JCCNetwork.id – Konten kreator Brian berpotensi menghadapi proses hukum setelah aksinya merekam dan mengunggah video sejumlah sales promotion girl (SPG) di ajang GIIAS 2026 menuai sorotan.
“‘Tolong take down video-nya, enggak bisa lo bayar dahulu dong’. Ini pidana bro, come on man,” ujarnya di akun Instragram pribadi.
Sejumlah pihak menilai tindakan tersebut dapat dikategorikan sebagai pelanggaran terhadap ketentuan perlindungan data pribadi dan hak privasi.

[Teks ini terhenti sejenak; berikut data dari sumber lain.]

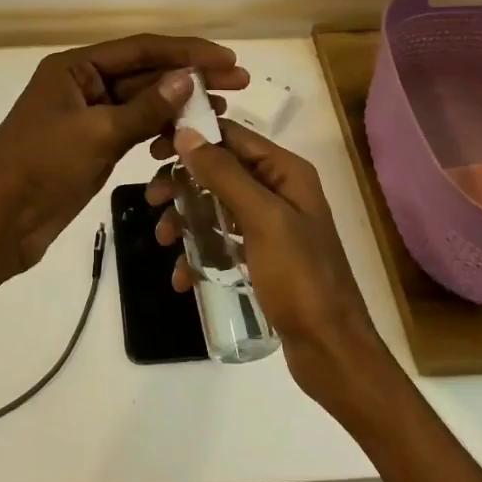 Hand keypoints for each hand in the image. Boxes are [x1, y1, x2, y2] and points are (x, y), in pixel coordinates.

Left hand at [0, 34, 248, 277]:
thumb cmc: (40, 167)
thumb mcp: (96, 134)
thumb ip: (146, 107)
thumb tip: (188, 79)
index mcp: (75, 68)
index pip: (141, 50)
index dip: (187, 52)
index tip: (228, 60)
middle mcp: (83, 85)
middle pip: (145, 74)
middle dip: (190, 78)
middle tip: (239, 84)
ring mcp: (89, 116)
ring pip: (143, 103)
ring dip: (180, 106)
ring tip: (222, 111)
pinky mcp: (94, 146)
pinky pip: (135, 130)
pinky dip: (160, 131)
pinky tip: (188, 138)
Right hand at [145, 121, 391, 406]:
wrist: (330, 350)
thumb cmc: (300, 278)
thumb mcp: (262, 219)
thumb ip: (224, 174)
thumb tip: (187, 132)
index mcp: (286, 172)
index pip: (232, 136)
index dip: (193, 137)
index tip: (153, 151)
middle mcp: (280, 191)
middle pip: (220, 170)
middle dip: (183, 183)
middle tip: (152, 199)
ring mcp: (271, 225)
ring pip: (216, 206)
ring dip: (185, 219)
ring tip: (164, 241)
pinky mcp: (262, 257)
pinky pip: (222, 241)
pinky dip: (200, 253)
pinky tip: (183, 276) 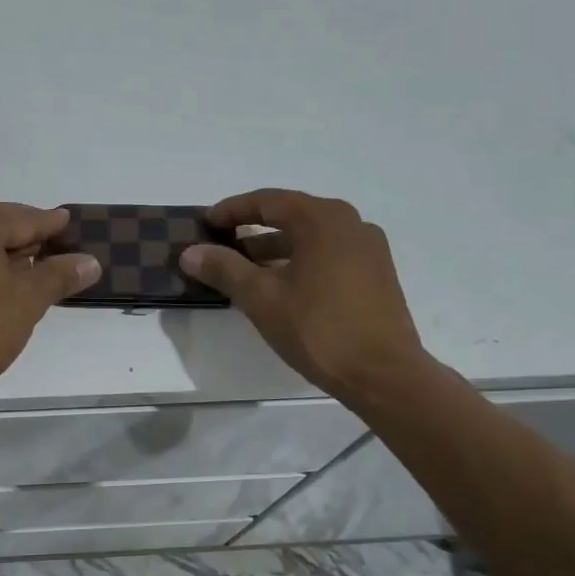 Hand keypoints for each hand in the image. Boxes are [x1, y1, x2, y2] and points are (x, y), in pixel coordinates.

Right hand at [180, 189, 426, 398]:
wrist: (383, 374)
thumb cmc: (318, 329)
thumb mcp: (262, 298)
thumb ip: (224, 269)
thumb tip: (190, 252)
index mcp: (323, 219)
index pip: (268, 201)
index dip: (232, 210)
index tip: (206, 222)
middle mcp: (350, 223)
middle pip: (291, 216)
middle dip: (252, 229)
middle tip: (221, 244)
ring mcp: (369, 249)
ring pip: (311, 239)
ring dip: (275, 249)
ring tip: (244, 270)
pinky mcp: (377, 275)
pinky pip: (329, 255)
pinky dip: (300, 262)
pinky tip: (281, 287) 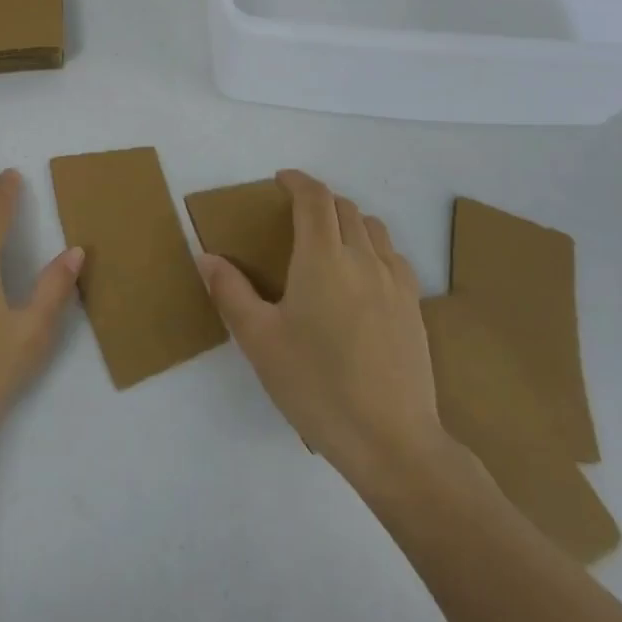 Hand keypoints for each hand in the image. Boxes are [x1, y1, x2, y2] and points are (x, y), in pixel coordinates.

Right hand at [198, 170, 446, 491]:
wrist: (392, 441)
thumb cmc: (316, 385)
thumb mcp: (258, 340)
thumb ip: (230, 292)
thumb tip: (206, 257)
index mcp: (322, 258)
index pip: (315, 198)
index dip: (298, 181)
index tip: (280, 180)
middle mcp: (363, 258)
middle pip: (345, 208)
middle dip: (319, 200)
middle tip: (294, 213)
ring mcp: (396, 283)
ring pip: (374, 229)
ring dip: (348, 220)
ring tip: (328, 240)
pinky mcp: (414, 309)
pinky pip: (393, 257)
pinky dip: (373, 248)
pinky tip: (361, 277) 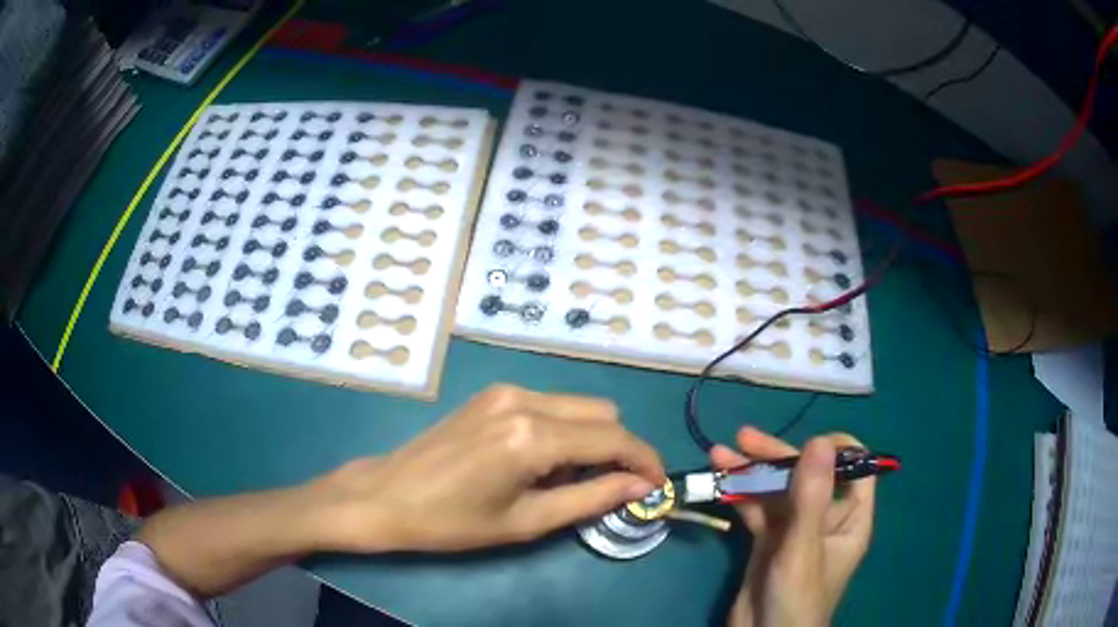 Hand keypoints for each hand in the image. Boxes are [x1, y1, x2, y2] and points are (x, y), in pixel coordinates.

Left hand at [310, 384, 665, 552]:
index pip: (613, 439)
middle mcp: (524, 399)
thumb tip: (640, 486)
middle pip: (603, 413)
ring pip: (579, 406)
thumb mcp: (526, 522)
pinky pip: (551, 404)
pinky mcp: (493, 393)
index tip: (657, 484)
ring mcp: (506, 391)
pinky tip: (542, 461)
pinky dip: (565, 430)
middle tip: (611, 488)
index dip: (644, 461)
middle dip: (619, 449)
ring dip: (592, 439)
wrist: (386, 496)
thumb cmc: (452, 522)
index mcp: (532, 435)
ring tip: (570, 479)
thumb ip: (591, 499)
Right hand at [713, 428, 875, 626]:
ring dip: (751, 472)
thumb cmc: (796, 598)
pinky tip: (720, 482)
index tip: (805, 445)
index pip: (857, 469)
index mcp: (850, 517)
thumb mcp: (804, 547)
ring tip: (720, 454)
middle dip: (777, 456)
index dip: (835, 450)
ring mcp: (795, 529)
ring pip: (778, 490)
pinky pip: (758, 510)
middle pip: (807, 474)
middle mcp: (826, 518)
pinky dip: (741, 495)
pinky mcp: (769, 541)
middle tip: (743, 440)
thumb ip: (812, 496)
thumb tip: (820, 440) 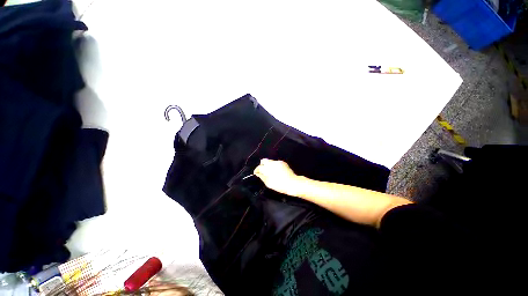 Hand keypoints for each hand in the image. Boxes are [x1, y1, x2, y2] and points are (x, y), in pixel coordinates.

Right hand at [254, 159, 299, 195]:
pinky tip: (276, 172)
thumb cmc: (280, 185)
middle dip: (262, 165)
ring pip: (270, 161)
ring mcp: (278, 162)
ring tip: (270, 172)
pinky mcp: (283, 162)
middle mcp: (272, 163)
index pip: (259, 167)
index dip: (257, 170)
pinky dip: (274, 166)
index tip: (256, 173)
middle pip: (264, 161)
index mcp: (267, 168)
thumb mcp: (268, 183)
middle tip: (262, 171)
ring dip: (268, 165)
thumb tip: (258, 174)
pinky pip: (276, 163)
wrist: (292, 183)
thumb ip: (262, 177)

Advokat Yosua Christian Setiawan atau yang dikenal sebagai Koko Lawyer menyatakan bahwa tindakan menampilkan identitas seseorang tanpa persetujuan dapat berimplikasi pidana.
Menurutnya, permintaan imbalan untuk menghapus video setelah ada keberatan dari pihak yang direkam juga berpotensi menimbulkan persoalan hukum.
Ia menjelaskan, ketentuan dalam Undang-Undang Nomor 27 Tahun 2022 tentang Pelindungan Data Pribadi (UU PDP), khususnya Pasal 65 dan Pasal 67, mengatur larangan mengungkap atau menggunakan data pribadi tanpa persetujuan pemilik data.
“Bongkar data pribadi orang tanpa izin ancaman hukumannya 4 tahun penjara dan denda Rp 4 miliar,” kata Koko.
Pelanggaran terhadap ketentuan tersebut dapat dikenai ancaman pidana penjara paling lama empat tahun dan denda maksimal Rp4 miliar.
Selain itu, Yosua menyinggung Undang-Undang Nomor 1 Tahun 2024 tentang Perubahan Kedua atas Undang-Undang Nomor 11 Tahun 2008 tentang Informasi dan Transaksi Elektronik (UU ITE).
Dalam Pasal 26, aturan tersebut menegaskan bahwa penggunaan data pribadi dalam sistem elektronik harus didasarkan pada persetujuan pihak yang bersangkutan sebagai bagian dari perlindungan hak privasi.
“Pakai data pribadi orang wajib ada persetujuan dahulu,” kata Koko.
Menurut Yosua, aktivitas merekam seseorang di ruang publik tidak serta-merta memberikan hak kepada perekam untuk menyebarluaskan hasil rekaman, terutama jika identitas individu yang bersangkutan ditampilkan dan berpotensi menimbulkan kerugian.
Di sisi lain, Ketua Komisi III DPR Habiburokhman meminta pihak yang merasa dirugikan untuk menempuh jalur hukum dengan membuat laporan resmi kepada kepolisian.
Pernyataan itu disampaikan setelah beredar video yang diduga memperlihatkan Brian merekam sejumlah SPG di pameran GIIAS 2026 yang berlangsung di ICE BSD City, Tangerang, tanpa persetujuan mereka.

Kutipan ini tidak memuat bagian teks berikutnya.